____ Stored data
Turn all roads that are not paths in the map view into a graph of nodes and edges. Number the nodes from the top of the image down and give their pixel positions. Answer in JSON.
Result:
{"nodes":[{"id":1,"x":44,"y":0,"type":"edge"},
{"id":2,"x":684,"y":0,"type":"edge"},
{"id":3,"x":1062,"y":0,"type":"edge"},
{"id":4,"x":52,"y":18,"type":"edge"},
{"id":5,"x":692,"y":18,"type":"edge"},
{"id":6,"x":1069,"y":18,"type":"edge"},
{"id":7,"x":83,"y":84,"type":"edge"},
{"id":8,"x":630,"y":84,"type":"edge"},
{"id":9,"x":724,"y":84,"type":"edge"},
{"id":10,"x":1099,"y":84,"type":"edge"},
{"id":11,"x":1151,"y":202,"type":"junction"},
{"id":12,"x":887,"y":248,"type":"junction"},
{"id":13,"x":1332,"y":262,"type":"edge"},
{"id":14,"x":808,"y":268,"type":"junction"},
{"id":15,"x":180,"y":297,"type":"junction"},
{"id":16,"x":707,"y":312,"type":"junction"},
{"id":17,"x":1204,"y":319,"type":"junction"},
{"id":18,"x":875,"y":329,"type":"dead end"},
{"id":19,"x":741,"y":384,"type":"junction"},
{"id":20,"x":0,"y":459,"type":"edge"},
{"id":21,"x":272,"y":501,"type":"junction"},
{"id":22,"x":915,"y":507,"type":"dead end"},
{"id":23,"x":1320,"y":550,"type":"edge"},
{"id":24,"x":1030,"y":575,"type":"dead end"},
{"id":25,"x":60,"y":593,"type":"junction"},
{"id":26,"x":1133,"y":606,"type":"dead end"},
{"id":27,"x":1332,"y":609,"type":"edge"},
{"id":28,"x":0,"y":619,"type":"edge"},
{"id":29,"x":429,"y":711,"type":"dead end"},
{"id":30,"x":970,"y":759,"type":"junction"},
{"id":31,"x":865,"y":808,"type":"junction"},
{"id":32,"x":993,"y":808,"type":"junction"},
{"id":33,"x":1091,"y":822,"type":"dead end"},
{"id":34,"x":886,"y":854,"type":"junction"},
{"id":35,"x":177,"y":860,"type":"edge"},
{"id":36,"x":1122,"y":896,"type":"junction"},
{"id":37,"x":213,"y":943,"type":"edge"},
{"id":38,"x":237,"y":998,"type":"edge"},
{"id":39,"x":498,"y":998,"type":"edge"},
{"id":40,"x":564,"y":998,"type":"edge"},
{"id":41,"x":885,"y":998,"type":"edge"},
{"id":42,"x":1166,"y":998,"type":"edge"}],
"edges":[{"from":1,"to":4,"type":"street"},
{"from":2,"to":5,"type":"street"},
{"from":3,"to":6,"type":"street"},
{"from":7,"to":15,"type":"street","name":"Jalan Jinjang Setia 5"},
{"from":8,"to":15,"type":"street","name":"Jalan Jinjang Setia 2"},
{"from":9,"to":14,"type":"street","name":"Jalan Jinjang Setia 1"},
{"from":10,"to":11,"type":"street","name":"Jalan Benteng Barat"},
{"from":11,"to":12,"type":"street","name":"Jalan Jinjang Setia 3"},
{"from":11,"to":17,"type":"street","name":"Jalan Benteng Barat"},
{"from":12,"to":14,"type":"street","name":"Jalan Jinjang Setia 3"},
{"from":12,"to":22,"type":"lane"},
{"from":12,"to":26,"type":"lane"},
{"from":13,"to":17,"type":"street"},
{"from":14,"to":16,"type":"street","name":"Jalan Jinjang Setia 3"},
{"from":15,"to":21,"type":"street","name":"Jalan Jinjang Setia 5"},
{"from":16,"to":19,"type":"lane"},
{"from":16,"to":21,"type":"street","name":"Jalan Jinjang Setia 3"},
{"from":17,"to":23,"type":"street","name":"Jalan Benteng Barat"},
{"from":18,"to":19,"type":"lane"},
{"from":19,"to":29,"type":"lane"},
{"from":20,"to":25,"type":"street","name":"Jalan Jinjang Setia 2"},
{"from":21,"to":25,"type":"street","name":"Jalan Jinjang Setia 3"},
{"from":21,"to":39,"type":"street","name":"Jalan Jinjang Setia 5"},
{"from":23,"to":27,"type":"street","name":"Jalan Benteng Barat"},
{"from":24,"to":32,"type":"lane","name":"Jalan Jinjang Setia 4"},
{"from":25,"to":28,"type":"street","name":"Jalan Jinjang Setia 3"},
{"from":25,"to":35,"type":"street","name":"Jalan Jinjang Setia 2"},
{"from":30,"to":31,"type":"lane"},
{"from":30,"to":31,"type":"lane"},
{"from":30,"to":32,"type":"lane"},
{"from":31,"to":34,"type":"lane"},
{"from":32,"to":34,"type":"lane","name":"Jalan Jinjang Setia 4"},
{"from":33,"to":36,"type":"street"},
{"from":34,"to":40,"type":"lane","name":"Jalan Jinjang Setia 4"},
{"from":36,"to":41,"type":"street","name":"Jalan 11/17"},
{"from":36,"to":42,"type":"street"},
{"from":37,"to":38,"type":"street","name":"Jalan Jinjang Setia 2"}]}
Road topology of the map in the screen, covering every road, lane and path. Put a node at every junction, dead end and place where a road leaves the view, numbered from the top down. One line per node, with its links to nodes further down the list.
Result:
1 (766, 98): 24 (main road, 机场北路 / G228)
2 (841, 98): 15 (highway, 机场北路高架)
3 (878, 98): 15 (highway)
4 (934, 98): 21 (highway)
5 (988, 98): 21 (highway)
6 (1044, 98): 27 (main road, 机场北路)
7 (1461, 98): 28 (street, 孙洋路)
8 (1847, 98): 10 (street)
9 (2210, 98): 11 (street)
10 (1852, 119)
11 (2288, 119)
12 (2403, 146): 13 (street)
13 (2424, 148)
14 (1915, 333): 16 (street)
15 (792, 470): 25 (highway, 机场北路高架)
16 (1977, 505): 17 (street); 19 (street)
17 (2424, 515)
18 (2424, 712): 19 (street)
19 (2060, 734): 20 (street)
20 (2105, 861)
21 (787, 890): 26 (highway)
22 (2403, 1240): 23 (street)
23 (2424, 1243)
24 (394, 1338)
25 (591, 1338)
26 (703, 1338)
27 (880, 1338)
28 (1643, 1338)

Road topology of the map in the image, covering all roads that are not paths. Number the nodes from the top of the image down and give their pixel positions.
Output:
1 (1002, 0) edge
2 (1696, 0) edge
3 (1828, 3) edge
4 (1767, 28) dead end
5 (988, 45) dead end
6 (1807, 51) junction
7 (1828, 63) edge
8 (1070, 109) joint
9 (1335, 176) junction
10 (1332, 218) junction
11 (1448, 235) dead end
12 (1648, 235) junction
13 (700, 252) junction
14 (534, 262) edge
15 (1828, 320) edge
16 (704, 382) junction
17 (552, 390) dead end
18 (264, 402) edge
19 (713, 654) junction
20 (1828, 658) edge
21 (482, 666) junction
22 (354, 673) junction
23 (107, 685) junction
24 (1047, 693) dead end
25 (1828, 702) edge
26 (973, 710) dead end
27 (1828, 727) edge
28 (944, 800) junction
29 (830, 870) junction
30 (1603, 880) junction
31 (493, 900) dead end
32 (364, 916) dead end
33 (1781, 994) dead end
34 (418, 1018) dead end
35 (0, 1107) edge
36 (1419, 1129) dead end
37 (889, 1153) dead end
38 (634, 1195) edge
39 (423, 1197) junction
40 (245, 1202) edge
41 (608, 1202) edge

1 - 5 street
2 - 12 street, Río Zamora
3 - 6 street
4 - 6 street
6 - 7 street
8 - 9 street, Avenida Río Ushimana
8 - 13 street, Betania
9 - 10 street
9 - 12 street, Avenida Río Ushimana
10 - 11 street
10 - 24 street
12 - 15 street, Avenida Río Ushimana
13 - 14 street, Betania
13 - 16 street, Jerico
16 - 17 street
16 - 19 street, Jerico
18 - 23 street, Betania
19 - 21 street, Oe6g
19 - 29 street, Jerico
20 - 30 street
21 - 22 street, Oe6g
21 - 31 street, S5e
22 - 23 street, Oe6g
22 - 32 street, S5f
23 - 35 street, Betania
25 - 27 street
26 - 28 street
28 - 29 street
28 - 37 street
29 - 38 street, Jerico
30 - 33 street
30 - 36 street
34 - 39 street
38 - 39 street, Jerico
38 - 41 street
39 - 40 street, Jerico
________
**Assignment**.
Starting with the line that holds "Road topology of the map in the screen, covering" and ending with the line that holds "Road topology of the map in the image, covering", retype every line in the data above exactly, and nothing else.

**Result of this exercise**.
Road topology of the map in the screen, covering every road, lane and path. Put a node at every junction, dead end and place where a road leaves the view, numbered from the top down. One line per node, with its links to nodes further down the list.
Result:
1 (766, 98): 24 (main road, 机场北路 / G228)
2 (841, 98): 15 (highway, 机场北路高架)
3 (878, 98): 15 (highway)
4 (934, 98): 21 (highway)
5 (988, 98): 21 (highway)
6 (1044, 98): 27 (main road, 机场北路)
7 (1461, 98): 28 (street, 孙洋路)
8 (1847, 98): 10 (street)
9 (2210, 98): 11 (street)
10 (1852, 119)
11 (2288, 119)
12 (2403, 146): 13 (street)
13 (2424, 148)
14 (1915, 333): 16 (street)
15 (792, 470): 25 (highway, 机场北路高架)
16 (1977, 505): 17 (street); 19 (street)
17 (2424, 515)
18 (2424, 712): 19 (street)
19 (2060, 734): 20 (street)
20 (2105, 861)
21 (787, 890): 26 (highway)
22 (2403, 1240): 23 (street)
23 (2424, 1243)
24 (394, 1338)
25 (591, 1338)
26 (703, 1338)
27 (880, 1338)
28 (1643, 1338)

Road topology of the map in the image, covering all roads that are not paths. Number the nodes from the top of the image down and give their pixel positions.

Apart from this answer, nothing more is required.